Reconstruction of three-dimensional turbulent flows from sparse and noisy planar measurements: A weight-sharing neural network approach

Yaxin Mo, Luca Magri

Published: 2025/9/23

Abstract

This paper proposes a method for reconstructing three-dimensional turbulent flows from sparse measurements without the need for ground truth data during training. A weight-sharing network is developed to infer the full flow fields from measurements of velocity sampled at three planes and boundary pressure at one additional plane, inspired by experimental configurations. The weight-sharing network shares identical parameters along homogeneous directions, which results in efficient data utilization and reduced computational memory requirements. First, we compare the weight-sharing network to the PC-DualConvNet, adapted from prior work, by reconstructing a 3D Kolmogorov flow from noise-free measurements with a snapshot-enforced loss. Both networks accurately recover time-averaged 3D flow fields and the correct energy spectrum up to wavenumber 10. The weight-sharing network has the ability to infer flow structures distant from measurement planes.
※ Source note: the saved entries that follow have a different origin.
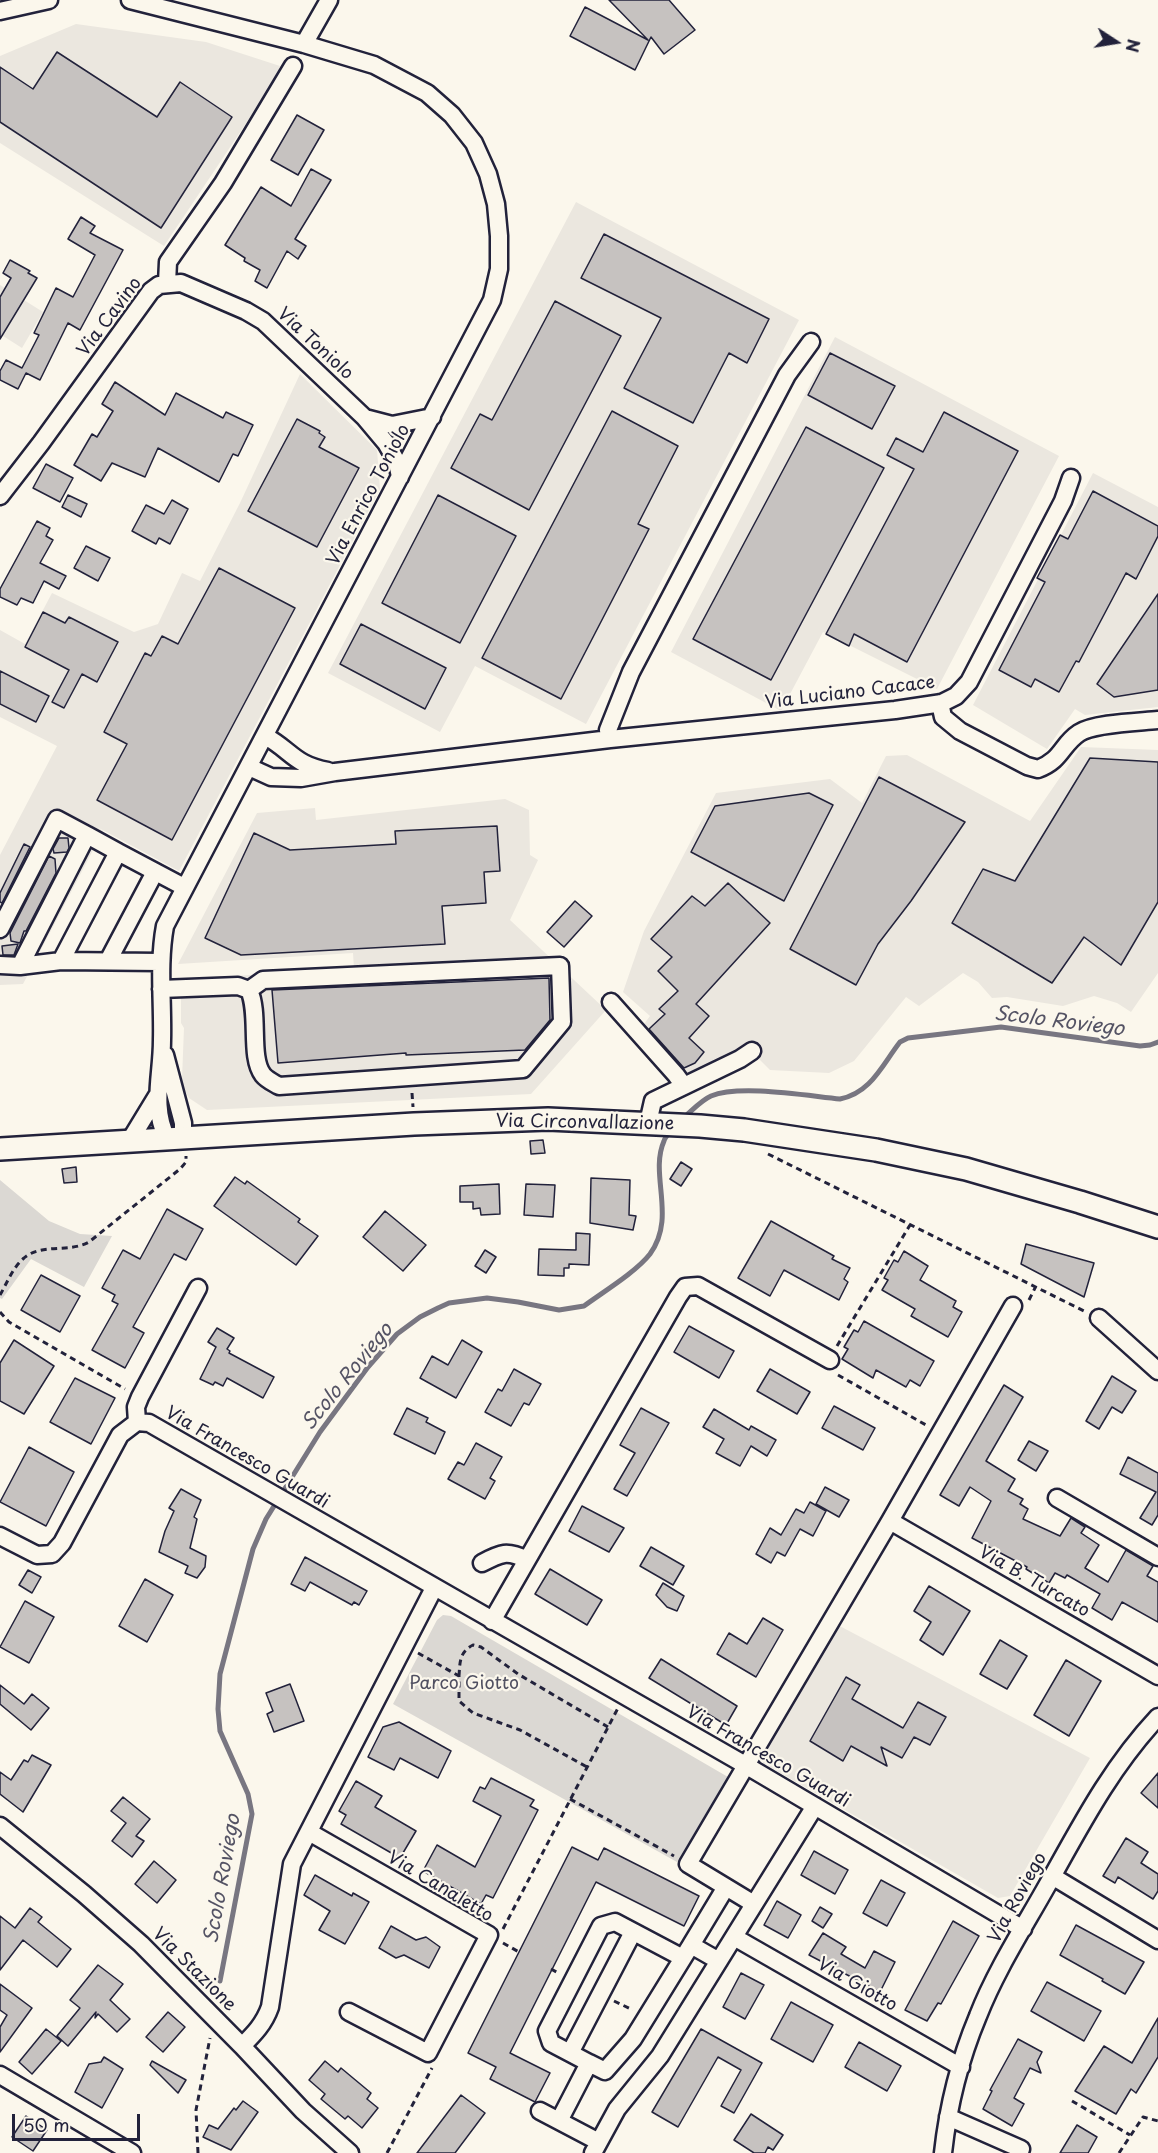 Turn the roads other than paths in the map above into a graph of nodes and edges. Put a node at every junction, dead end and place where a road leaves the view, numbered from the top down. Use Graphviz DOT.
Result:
graph roads {
  1 [pos="49,0"];
  2 [pos="130,0"];
  3 [pos="329,0"];
  4 [pos="0,11"];
  5 [pos="304,44"];
  6 [pos="293,66"];
  7 [pos="167,283"];
  8 [pos="811,342"];
  9 [pos="432,417"];
  10 [pos="365,418"];
  11 [pos="400,477"];
  12 [pos="1071,478"];
  13 [pos="0,496"];
  14 [pos="939,703"];
  15 [pos="1158,720"];
  16 [pos="265,736"];
  17 [pos="610,739"];
  18 [pos="249,766"];
  19 [pos="335,772"];
  20 [pos="87,835"];
  21 [pos="118,852"];
  22 [pos="155,872"];
  23 [pos="184,887"];
  24 [pos="0,929"];
  25 [pos="61,961"];
  26 [pos="108,961"];
  27 [pos="160,962"];
  28 [pos="0,965"];
  29 [pos="20,966"];
  30 [pos="162,989"];
  31 [pos="249,990"];
  32 [pos="611,1002"];
  33 [pos="162,1042"];
  34 [pos="752,1051"];
  35 [pos="684,1086"];
  36 [pos="157,1096"];
  37 [pos="651,1123"];
  38 [pos="129,1142"];
  39 [pos="179,1144"];
  40 [pos="0,1149"];
  41 [pos="1158,1227"];
  42 [pos="198,1288"];
  43 [pos="1013,1306"];
  44 [pos="1099,1318"];
  45 [pos="830,1360"];
  46 [pos="1158,1371"];
  47 [pos="137,1422"];
  48 [pos="1057,1498"];
  49 [pos="890,1521"];
  50 [pos="0,1536"];
  51 [pos="1158,1557"];
  52 [pos="527,1560"];
  53 [pos="482,1563"];
  54 [pos="434,1588"];
  55 [pos="492,1621"];
  56 [pos="1158,1676"];
  57 [pos="1158,1717"];
  58 [pos="747,1766"];
  59 [pos="814,1806"];
  60 [pos="0,1826"];
  61 [pos="309,1832"];
  62 [pos="1052,1876"];
  63 [pos="726,1887"];
  64 [pos="754,1904"];
  65 [pos="1023,1929"];
  66 [pos="633,1932"];
  67 [pos="734,1937"];
  68 [pos="1158,1940"];
  69 [pos="687,1951"];
  70 [pos="719,1961"];
  71 [pos="349,2012"];
  72 [pos="242,2046"];
  73 [pos="570,2053"];
  74 [pos="590,2063"];
  75 [pos="961,2067"];
  76 [pos="0,2075"];
  77 [pos="540,2111"];
  78 [pos="948,2116"];
  79 [pos="559,2121"];
  80 [pos="596,2147"];
  81 [pos="1021,2149"];
  82 [pos="132,2153"];
  83 [pos="350,2153"];
  84 [pos="943,2153"];
  1 -- 4 [label="street"];
  2 -- 5 [label="street, Via Enrico Toniolo"];
  3 -- 5 [label="street"];
  5 -- 9 [label="street, Via Enrico Toniolo"];
  6 -- 7 [label="street, Via Cavino"];
  7 -- 10 [label="street, Via Toniolo"];
  7 -- 13 [label="street, Via Cavino"];
  8 -- 17 [label="street"];
  9 -- 10 [label="street"];
  9 -- 11 [label="street, Via Enrico Toniolo"];
  10 -- 11 [label="street, Via Toniolo"];
  11 -- 16 [label="street, Via Enrico Toniolo"];
  12 -- 14 [label="street, Via Luciano Cacace"];
  14 -- 15 [label="street"];
  14 -- 17 [label="street, Via Luciano Cacace"];
  16 -- 18 [label="street, Via Enrico Toniolo"];
  16 -- 19 [label="street, Via Luciano Cacace"];
  17 -- 19 [label="street, Via Luciano Cacace"];
  18 -- 19 [label="street, Via Luciano Cacace"];
  18 -- 23 [label="street, Via Enrico Toniolo"];
  20 -- 21 [label="street"];
  20 -- 24 [label="street"];
  20 -- 29 [label="street"];
  21 -- 22 [label="street"];
  21 -- 25 [label="street"];
  22 -- 23 [label="street"];
  22 -- 26 [label="street"];
  23 -- 27 [label="street, Via Enrico Toniolo"];
  25 -- 26 [label="street"];
  25 -- 29 [label="street"];
  26 -- 27 [label="street"];
  27 -- 30 [label="street, Via Enrico Toniolo"];
  28 -- 29 [label="street"];
  30 -- 31 [label="street"];
  30 -- 33 [label="street, Via Enrico Toniolo"];
  31 -- 31 [label="street"];
  32 -- 35 [label="street"];
  33 -- 36 [label="street, Via Enrico Toniolo"];
  33 -- 39 [label="street, Via Enrico Toniolo"];
  34 -- 35 [label="street"];
  35 -- 37 [label="street"];
  36 -- 38 [label="street, Via Enrico Toniolo"];
  36 -- 39 [label="street, Via Enrico Toniolo"];
  37 -- 39 [label="main road, Via Circonvallazione"];
  37 -- 41 [label="main road, Via Circonvallazione"];
  38 -- 39 [label="main road, Via Circonvallazione"];
  38 -- 40 [label="main road, Via Circonvallazione"];
  42 -- 47 [label="street"];
  43 -- 49 [label="street"];
  44 -- 46 [label="street"];
  45 -- 52 [label="street"];
  47 -- 50 [label="street, Via Francesco Guardi"];
  47 -- 54 [label="street, Via Francesco Guardi"];
  48 -- 51 [label="street"];
  49 -- 56 [label="street, Via B. Turcato"];
  49 -- 58 [label="street"];
  52 -- 53 [label="street"];
  52 -- 55 [label="street"];
  54 -- 55 [label="street, Via Francesco Guardi"];
  54 -- 61 [label="street"];
  55 -- 58 [label="street, Via Francesco Guardi"];
  57 -- 62 [label="street, Via Roviego"];
  58 -- 59 [label="street, Via Francesco Guardi"];
  58 -- 63 [label="street"];
  59 -- 64 [label="street"];
  59 -- 65 [label="street, Via Francesco Guardi"];
  60 -- 72 [label="street, Via Stazione"];
  61 -- 71 [label="street, Via Canaletto"];
  61 -- 72 [label="street"];
  62 -- 65 [label="street, Via Roviego"];
  62 -- 68 [label="street"];
  63 -- 64 [label="street"];
  63 -- 69 [label="street"];
  64 -- 67 [label="street"];
  65 -- 75 [label="street, Via Roviego"];
  66 -- 69 [label="street"];
  66 -- 73 [label="street"];
  66 -- 73 [label="street"];
  67 -- 70 [label="street"];
  67 -- 75 [label="street, Via Giotto"];
  69 -- 70 [label="street"];
  69 -- 74 [label="street"];
  70 -- 80 [label="street"];
  72 -- 83 [label="street, Via Stazione"];
  73 -- 74 [label="street"];
  74 -- 79 [label="street"];
  75 -- 78 [label="street, Via Roviego"];
  76 -- 82 [label="street"];
  77 -- 79 [label="street"];
  78 -- 81 [label="street"];
  78 -- 84 [label="street, Via Roviego"];
  79 -- 80 [label="street"];
}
Second, we carry out reconstruction from measurements corrupted with white noise (SNR 15) using a mean-enforced loss. We show that, for the weight-sharing network, validation sensor loss on unseen data decreases with training sensor loss -- unlike PC-DualConvNet. This shows improved generalization and that training sensor loss estimates generalization error. The weight-sharing network offers good generalization, parameter efficiency, and hyperparameter robustness. The proposed method opens the possibility of three-dimensional flow reconstruction from experiments.